(Collected data)
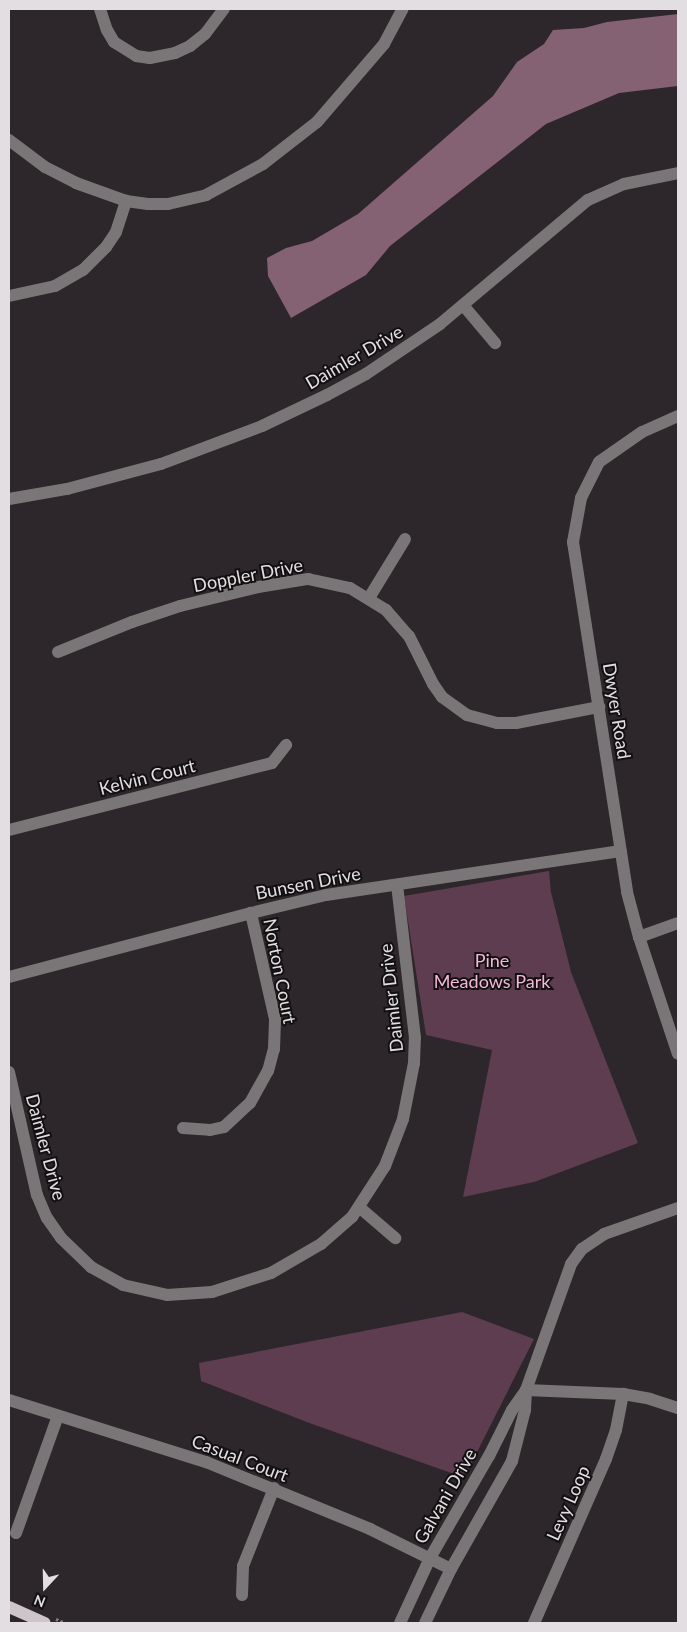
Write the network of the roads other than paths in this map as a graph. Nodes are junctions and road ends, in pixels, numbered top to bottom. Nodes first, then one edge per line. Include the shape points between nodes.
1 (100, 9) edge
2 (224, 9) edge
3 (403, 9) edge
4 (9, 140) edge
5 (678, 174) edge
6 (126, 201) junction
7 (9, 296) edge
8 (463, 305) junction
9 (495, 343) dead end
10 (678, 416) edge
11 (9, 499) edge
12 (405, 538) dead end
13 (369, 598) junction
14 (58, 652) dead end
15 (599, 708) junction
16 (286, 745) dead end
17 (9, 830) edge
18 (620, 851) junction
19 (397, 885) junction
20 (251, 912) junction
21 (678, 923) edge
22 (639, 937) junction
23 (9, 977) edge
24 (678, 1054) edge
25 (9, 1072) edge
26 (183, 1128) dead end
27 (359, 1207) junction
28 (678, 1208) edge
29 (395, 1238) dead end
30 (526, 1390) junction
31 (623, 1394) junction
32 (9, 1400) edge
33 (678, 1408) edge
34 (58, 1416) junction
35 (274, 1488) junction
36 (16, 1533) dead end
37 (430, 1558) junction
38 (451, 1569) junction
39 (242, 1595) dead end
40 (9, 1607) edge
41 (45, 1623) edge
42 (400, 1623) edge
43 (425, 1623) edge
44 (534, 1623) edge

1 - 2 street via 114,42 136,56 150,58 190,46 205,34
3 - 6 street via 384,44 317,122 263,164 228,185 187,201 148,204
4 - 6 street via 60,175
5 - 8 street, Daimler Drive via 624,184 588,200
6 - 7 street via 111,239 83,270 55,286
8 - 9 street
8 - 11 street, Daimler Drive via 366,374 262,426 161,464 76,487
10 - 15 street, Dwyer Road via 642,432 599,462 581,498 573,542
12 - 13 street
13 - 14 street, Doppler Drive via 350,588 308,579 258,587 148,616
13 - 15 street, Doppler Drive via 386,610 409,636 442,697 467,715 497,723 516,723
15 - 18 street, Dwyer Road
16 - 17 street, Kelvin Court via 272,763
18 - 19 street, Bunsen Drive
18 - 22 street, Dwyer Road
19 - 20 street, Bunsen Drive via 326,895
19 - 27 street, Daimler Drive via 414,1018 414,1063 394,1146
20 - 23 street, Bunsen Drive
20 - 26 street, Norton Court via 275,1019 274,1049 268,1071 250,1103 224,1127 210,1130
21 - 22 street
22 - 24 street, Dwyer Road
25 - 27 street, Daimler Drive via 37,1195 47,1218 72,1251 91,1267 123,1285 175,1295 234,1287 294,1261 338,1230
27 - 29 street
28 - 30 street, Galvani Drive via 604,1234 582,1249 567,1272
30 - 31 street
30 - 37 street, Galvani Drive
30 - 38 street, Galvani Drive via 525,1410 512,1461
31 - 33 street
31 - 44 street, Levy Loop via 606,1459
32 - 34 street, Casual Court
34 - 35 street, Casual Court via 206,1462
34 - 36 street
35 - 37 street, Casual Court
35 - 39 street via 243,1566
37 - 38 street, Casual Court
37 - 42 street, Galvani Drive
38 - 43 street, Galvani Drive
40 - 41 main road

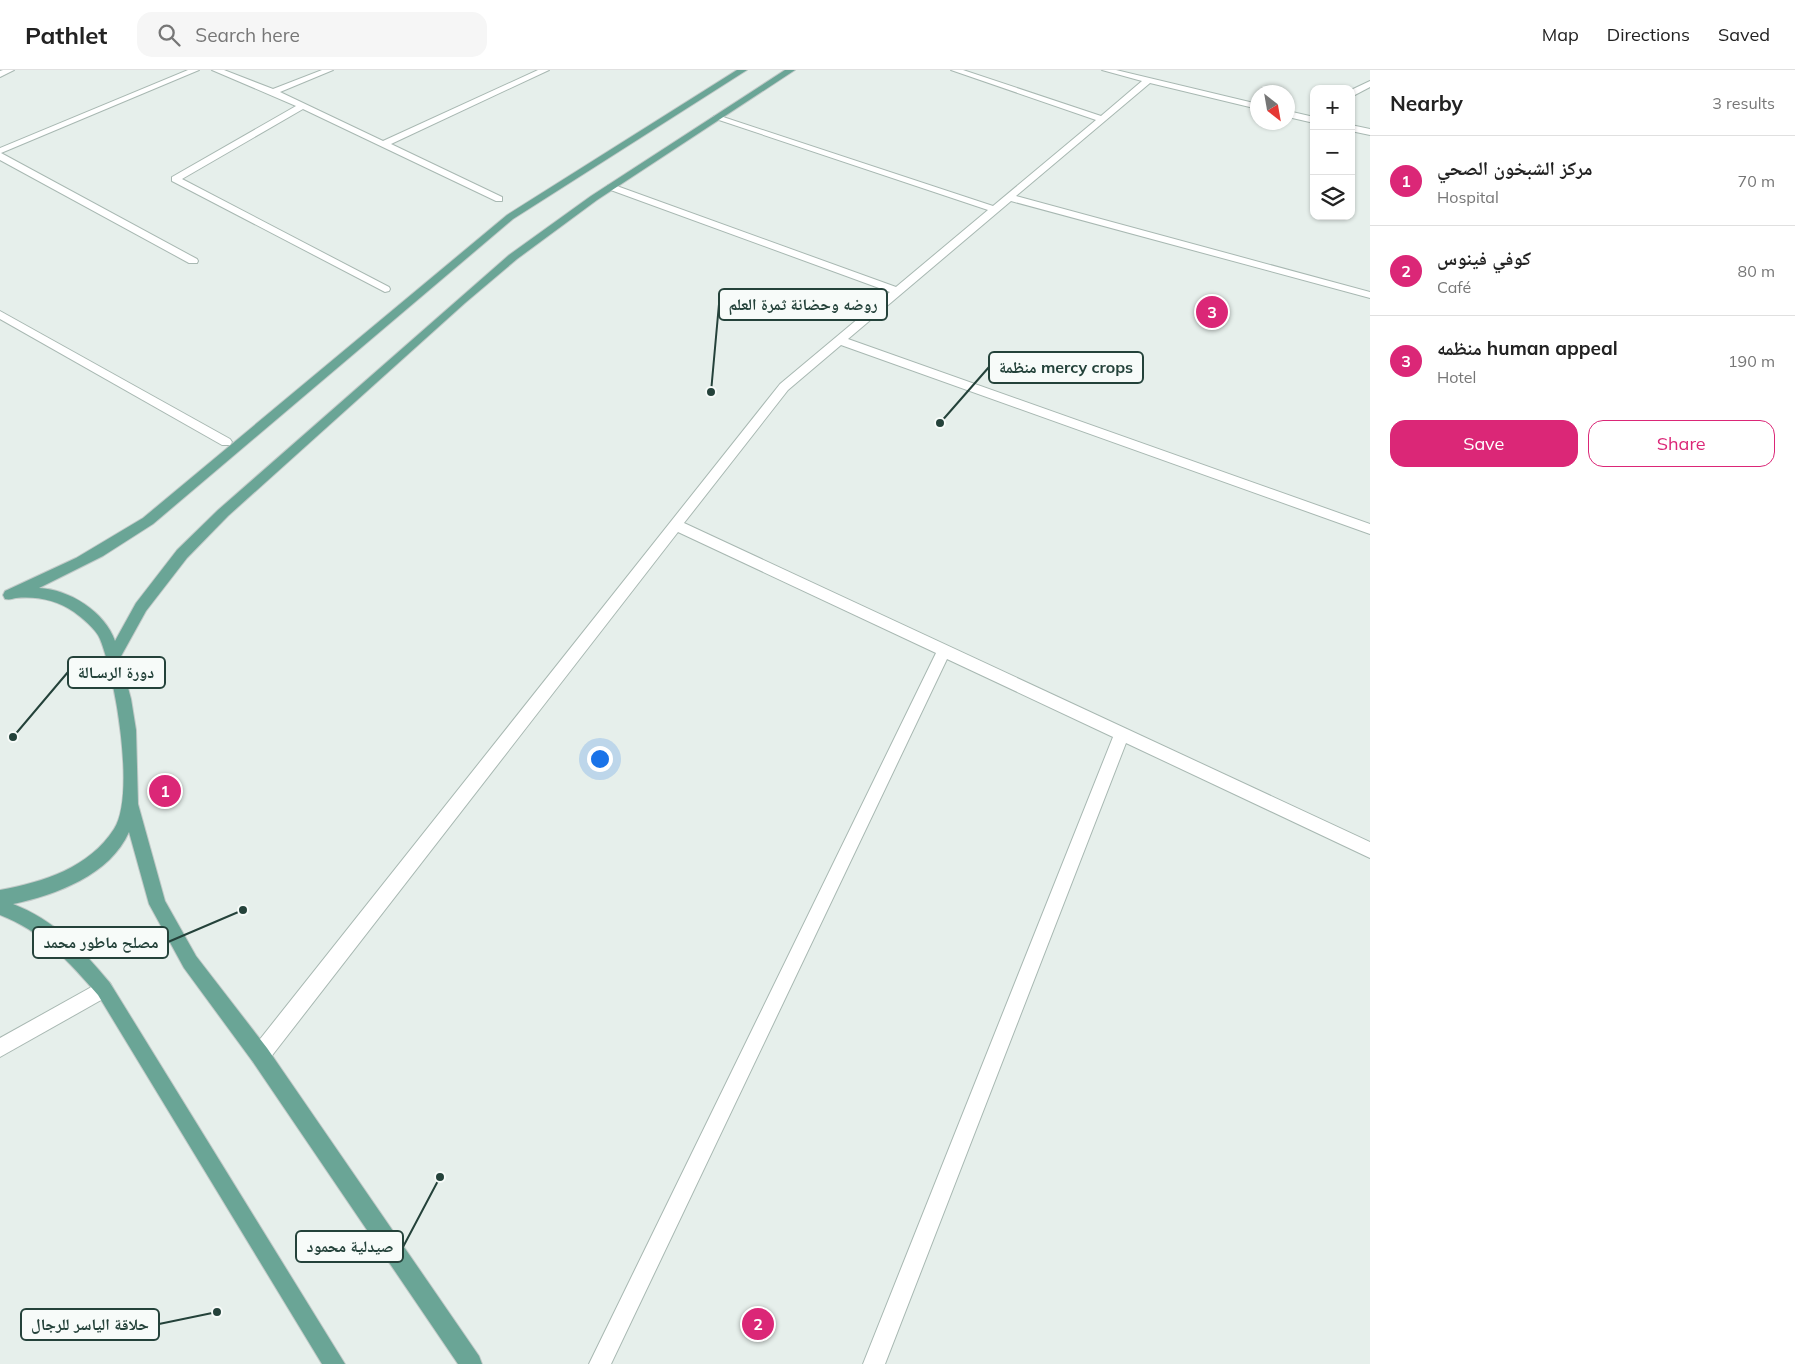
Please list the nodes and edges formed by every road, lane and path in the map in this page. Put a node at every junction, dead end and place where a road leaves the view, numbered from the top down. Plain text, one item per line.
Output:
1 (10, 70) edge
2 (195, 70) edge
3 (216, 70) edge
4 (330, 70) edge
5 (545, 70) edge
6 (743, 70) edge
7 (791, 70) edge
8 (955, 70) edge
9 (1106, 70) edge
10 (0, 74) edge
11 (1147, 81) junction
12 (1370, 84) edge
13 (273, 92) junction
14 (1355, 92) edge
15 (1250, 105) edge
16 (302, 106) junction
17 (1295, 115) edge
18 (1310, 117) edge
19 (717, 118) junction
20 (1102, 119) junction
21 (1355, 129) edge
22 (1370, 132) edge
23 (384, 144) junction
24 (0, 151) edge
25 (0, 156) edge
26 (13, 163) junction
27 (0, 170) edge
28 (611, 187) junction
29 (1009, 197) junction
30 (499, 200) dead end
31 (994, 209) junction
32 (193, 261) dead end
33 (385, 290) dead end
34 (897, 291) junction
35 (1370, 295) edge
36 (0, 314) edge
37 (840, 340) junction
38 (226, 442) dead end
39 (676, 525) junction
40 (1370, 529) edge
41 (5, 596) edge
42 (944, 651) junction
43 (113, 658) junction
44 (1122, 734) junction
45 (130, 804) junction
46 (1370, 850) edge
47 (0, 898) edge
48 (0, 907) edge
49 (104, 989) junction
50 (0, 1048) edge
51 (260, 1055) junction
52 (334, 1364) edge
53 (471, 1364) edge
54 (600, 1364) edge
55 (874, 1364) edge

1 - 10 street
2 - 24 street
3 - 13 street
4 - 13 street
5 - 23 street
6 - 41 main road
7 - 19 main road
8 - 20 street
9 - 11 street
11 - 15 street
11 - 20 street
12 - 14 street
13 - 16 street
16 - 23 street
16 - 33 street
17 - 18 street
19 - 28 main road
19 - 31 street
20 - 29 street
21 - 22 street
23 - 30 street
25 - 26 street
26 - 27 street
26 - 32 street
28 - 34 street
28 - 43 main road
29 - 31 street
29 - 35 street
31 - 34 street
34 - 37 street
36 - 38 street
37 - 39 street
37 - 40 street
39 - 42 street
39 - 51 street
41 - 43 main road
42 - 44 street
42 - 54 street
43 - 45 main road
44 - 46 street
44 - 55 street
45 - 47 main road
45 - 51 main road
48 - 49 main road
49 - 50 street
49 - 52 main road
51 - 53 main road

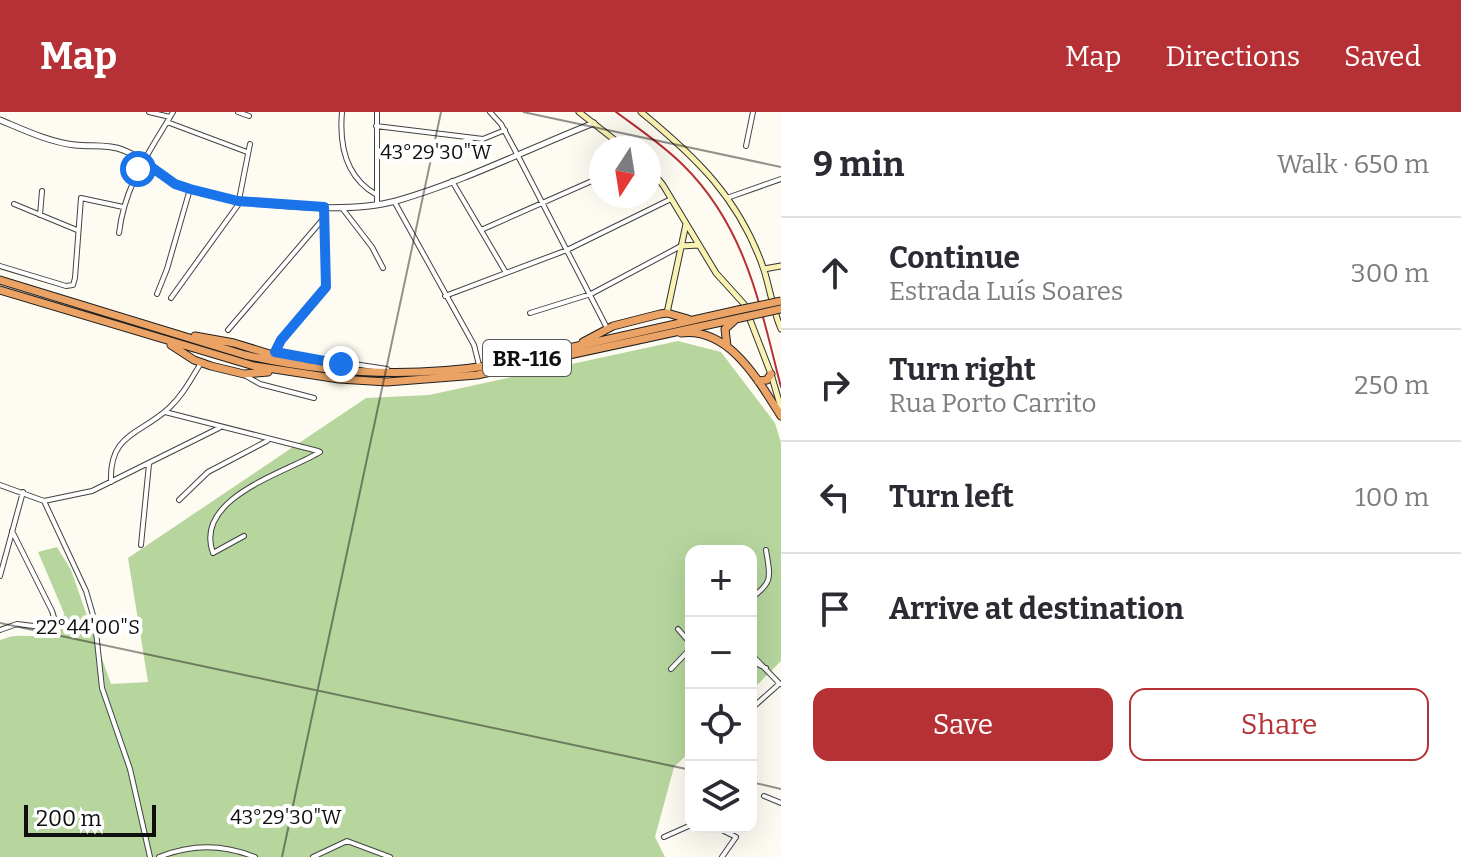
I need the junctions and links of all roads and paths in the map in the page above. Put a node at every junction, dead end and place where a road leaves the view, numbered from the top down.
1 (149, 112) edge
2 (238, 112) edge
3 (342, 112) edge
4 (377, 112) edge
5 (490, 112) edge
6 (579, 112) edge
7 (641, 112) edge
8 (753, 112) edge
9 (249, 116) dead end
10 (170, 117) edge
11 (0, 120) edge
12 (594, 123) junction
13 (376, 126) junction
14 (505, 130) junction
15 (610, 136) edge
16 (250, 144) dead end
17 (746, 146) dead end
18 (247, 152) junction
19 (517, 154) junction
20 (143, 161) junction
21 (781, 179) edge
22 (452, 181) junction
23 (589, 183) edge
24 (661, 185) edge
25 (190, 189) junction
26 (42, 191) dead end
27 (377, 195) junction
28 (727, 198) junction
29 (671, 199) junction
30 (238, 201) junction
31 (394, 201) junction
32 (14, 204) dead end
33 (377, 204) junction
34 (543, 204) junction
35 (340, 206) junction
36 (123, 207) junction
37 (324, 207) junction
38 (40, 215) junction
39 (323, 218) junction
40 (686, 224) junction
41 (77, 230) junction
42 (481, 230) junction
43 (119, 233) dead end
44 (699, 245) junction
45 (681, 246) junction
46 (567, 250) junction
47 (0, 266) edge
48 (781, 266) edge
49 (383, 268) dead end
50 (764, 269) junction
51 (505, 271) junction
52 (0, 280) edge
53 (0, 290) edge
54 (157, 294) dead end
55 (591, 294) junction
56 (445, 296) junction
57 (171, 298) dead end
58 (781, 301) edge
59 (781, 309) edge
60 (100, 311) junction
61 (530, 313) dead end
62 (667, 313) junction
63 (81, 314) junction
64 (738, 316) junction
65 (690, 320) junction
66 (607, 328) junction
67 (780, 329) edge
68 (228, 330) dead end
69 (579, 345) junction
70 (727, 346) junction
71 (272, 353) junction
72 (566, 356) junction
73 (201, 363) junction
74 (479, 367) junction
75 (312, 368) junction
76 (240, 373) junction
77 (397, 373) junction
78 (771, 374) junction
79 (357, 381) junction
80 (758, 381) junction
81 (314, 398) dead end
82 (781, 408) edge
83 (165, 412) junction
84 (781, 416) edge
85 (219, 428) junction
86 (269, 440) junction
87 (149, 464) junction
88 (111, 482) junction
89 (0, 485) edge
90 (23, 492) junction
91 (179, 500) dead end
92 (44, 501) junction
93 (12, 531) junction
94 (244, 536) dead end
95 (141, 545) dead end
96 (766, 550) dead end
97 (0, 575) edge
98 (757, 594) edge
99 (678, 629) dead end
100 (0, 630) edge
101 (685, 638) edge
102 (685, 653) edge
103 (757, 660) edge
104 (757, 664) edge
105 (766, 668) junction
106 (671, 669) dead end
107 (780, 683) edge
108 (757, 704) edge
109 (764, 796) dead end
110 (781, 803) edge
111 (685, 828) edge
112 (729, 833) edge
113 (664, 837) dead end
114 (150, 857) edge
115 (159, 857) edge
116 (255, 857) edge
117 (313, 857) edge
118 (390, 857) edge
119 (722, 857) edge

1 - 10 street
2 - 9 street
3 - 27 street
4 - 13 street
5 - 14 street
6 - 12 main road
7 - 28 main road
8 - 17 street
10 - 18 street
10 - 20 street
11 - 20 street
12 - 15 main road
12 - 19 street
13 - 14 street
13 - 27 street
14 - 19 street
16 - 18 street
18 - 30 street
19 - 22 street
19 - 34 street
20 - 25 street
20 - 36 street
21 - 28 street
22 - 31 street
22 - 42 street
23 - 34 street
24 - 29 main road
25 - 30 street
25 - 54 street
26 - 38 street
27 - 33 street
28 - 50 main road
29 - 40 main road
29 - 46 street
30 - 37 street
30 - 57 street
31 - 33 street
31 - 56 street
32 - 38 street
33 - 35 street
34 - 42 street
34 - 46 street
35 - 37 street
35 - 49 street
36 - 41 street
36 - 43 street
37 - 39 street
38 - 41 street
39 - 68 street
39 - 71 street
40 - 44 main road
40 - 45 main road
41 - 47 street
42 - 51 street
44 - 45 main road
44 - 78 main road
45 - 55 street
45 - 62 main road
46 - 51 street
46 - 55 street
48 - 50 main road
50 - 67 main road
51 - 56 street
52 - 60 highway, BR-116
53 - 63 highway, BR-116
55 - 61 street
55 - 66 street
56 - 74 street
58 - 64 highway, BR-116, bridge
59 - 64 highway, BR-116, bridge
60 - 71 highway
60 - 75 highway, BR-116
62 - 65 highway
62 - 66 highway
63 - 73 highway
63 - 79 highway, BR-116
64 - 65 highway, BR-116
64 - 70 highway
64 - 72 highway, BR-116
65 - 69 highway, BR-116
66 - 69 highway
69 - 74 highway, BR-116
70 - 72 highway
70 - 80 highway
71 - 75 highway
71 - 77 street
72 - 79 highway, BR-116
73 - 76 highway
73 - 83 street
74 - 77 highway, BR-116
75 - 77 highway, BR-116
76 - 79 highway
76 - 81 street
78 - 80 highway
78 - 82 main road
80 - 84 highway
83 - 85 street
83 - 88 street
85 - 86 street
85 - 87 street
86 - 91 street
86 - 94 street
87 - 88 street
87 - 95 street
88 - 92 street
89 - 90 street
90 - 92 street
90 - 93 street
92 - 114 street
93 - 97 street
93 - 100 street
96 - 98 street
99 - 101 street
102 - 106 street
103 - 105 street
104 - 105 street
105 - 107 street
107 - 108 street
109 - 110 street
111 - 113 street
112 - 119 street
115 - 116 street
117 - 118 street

## GOAL OF THE EXERCISE
Say how many lines in the records hold the word "bridge", giving the number by itself.

## OUTPUT OF THE TASK
2